The company did its best to figure out who was most likely to benefit from the shunt.  Those analyses are important for the company to help them either improve the shunt or specify an indication that shows a benefit compared to the control group.  However, as the FDA pointed out, those post-hoc analyses should be considered exploratory or hypothesis generating.  They should not be used to justify FDA approval given the failure to meet the primary endpoint.

We all know that post-hoc analyses have many shortcomings, especially Type 1 errors and lack of control for multiple comparisons, and when they are conducted on subgroups with inconsistent results, it is impossible to draw conclusions.  As FDA pointed out, even 4 patients in the Control group can change the results because of the smaller subgroups being analyzed. This shunt should be studied in larger groups of specific types of patients BEFORE it can be considered for approval.

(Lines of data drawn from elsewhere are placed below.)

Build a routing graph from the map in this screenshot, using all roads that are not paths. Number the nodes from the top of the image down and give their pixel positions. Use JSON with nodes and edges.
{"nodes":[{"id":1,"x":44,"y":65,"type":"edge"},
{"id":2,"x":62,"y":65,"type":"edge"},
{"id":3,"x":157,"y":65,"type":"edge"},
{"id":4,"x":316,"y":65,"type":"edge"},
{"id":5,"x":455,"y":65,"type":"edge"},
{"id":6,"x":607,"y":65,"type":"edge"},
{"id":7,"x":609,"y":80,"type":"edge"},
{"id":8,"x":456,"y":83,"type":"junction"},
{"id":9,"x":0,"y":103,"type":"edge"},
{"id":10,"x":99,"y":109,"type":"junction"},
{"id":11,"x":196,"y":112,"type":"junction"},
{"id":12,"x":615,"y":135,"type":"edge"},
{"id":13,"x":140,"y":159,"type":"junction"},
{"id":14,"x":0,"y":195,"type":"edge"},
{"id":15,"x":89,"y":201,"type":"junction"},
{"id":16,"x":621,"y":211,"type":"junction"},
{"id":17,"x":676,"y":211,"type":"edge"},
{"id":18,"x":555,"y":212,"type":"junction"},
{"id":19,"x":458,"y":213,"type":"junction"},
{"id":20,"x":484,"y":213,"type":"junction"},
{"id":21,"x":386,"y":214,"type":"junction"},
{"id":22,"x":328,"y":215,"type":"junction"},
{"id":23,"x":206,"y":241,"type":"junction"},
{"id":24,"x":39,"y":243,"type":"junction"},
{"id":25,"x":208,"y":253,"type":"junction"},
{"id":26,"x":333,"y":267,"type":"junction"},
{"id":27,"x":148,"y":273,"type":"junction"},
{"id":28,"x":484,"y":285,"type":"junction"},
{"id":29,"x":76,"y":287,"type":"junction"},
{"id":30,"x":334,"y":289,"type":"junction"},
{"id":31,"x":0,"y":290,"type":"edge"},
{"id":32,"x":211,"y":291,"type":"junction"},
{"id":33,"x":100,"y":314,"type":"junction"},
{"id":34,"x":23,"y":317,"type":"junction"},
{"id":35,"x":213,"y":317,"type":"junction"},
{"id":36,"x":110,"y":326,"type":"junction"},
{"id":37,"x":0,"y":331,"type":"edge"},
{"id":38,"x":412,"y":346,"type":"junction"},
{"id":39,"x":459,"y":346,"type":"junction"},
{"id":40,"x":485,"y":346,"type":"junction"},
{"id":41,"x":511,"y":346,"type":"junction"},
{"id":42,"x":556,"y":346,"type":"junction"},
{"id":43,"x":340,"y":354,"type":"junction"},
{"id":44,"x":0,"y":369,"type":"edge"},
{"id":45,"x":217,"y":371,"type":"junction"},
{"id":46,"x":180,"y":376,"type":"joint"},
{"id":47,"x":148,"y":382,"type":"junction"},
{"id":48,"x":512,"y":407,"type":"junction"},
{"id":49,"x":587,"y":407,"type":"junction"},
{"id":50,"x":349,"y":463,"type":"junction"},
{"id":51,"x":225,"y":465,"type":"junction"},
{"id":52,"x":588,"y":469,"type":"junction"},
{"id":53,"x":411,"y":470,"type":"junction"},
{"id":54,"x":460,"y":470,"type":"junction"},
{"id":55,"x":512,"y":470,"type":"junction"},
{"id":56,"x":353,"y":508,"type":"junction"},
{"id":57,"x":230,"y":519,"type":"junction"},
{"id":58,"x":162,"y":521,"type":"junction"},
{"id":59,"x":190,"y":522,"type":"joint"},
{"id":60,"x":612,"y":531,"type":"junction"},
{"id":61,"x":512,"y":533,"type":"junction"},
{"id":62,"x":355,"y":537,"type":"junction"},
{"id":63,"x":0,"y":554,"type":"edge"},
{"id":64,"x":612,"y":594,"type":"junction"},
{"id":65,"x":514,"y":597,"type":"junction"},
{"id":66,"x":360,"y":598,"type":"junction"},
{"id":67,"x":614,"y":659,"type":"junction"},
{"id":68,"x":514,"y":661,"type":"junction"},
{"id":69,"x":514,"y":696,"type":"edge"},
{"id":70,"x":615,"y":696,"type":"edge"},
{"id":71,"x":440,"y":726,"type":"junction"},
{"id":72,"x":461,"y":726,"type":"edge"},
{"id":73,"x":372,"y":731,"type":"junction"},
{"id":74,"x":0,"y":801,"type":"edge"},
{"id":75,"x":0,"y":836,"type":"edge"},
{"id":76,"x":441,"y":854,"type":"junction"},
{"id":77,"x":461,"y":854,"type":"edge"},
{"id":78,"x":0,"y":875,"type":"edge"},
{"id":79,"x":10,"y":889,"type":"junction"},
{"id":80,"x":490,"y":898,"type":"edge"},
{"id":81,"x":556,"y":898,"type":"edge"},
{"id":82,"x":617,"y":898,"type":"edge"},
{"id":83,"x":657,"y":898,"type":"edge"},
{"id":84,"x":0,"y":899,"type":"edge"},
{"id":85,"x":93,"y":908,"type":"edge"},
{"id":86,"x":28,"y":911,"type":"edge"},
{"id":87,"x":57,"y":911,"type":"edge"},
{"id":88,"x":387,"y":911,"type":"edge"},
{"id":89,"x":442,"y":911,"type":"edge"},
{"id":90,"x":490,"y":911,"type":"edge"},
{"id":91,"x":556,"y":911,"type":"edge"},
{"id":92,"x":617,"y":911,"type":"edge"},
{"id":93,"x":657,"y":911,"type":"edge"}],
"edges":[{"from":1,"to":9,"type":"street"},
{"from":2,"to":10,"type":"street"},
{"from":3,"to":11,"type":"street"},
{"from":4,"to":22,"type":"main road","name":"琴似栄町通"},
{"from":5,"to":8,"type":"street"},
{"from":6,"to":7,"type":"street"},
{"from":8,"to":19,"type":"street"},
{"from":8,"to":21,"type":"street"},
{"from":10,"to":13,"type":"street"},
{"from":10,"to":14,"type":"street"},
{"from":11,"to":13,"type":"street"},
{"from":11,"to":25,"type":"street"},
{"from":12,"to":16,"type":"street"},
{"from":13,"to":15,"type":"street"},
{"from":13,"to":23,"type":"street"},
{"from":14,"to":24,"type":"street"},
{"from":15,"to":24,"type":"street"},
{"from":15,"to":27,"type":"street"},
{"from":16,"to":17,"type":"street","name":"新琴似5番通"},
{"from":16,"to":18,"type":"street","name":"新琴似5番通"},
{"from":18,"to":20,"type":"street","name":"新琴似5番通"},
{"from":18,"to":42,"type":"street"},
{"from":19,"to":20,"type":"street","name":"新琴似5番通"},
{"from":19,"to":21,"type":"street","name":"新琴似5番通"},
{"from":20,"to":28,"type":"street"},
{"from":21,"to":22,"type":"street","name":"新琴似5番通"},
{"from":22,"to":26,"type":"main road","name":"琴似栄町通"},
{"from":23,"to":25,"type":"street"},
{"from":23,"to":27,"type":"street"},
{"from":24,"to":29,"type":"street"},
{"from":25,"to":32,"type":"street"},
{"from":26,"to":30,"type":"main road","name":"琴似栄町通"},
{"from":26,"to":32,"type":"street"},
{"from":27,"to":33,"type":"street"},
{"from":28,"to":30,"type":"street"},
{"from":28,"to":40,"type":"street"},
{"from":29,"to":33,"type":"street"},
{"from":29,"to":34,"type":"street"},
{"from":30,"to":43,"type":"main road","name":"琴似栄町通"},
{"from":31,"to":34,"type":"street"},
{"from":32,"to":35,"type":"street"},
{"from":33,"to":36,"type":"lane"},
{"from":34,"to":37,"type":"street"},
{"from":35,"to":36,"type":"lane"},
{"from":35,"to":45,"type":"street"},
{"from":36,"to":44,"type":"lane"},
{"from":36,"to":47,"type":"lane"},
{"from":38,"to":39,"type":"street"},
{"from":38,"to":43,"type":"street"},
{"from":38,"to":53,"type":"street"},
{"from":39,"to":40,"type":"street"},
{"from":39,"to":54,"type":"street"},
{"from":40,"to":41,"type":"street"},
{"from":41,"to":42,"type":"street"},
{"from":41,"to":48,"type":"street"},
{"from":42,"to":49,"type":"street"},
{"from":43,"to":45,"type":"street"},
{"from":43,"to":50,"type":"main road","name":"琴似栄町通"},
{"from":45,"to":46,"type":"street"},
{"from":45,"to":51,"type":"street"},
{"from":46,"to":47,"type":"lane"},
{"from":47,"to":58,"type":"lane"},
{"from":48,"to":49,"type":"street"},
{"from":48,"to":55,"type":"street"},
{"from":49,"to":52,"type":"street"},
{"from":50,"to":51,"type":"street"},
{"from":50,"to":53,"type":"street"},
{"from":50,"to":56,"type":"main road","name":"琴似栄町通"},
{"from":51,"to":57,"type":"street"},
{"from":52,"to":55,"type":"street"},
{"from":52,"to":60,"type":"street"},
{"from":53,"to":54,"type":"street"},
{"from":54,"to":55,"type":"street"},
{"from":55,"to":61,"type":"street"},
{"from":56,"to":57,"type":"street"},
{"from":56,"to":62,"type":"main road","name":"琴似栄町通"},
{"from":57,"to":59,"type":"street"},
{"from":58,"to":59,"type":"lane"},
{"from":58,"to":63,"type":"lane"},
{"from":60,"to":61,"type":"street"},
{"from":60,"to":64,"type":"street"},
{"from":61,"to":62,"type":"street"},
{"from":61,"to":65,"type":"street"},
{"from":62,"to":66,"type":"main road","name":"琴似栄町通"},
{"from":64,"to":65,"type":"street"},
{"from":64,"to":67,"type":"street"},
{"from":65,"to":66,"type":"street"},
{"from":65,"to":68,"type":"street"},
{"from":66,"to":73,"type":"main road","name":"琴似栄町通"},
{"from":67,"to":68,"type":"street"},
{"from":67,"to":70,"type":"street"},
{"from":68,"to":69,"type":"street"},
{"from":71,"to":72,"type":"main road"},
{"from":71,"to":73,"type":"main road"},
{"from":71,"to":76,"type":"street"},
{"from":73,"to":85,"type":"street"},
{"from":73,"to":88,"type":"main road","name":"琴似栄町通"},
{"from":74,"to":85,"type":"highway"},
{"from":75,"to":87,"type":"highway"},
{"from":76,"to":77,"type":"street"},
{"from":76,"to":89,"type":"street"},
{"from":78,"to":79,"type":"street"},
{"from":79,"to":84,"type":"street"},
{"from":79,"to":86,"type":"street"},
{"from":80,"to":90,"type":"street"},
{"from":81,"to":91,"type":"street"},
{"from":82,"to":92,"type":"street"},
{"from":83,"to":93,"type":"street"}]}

What about the Win Ratio data?  As noted in articles published last year in Circulation and elsewhere, the Win Ratio has important limitations. #1: It is unclear how to prioritize component events. Is myocardial infarction worse than stroke? Is 1 early hospitalization worse than 2 later hospitalizations? #2: combining short-term symptoms with major outcomes later in the trial in a single metric may conflate short- and long-term efficacy. #3: Including additional end points may increase statistical power, but the result may be driven by unimportant events with small differences.

In conclusion: For all components of the composite endpoint, the sponsor expected that event rates would favor the Shunt group so it was notable that it didn’t.  Most important: The similarity in CV death rates between treatment groups absolutely does not support a mortality benefit associated with Shunt use.

Thank you for the opportunity to share my views.

We are pleased that the Advisory Committee agreed with the criticisms that we and FDA presented, and voted 15-0 that the shunt device was not proven effective and 15-0 that the evidence did not prove that the device’s benefits outweighed the risk.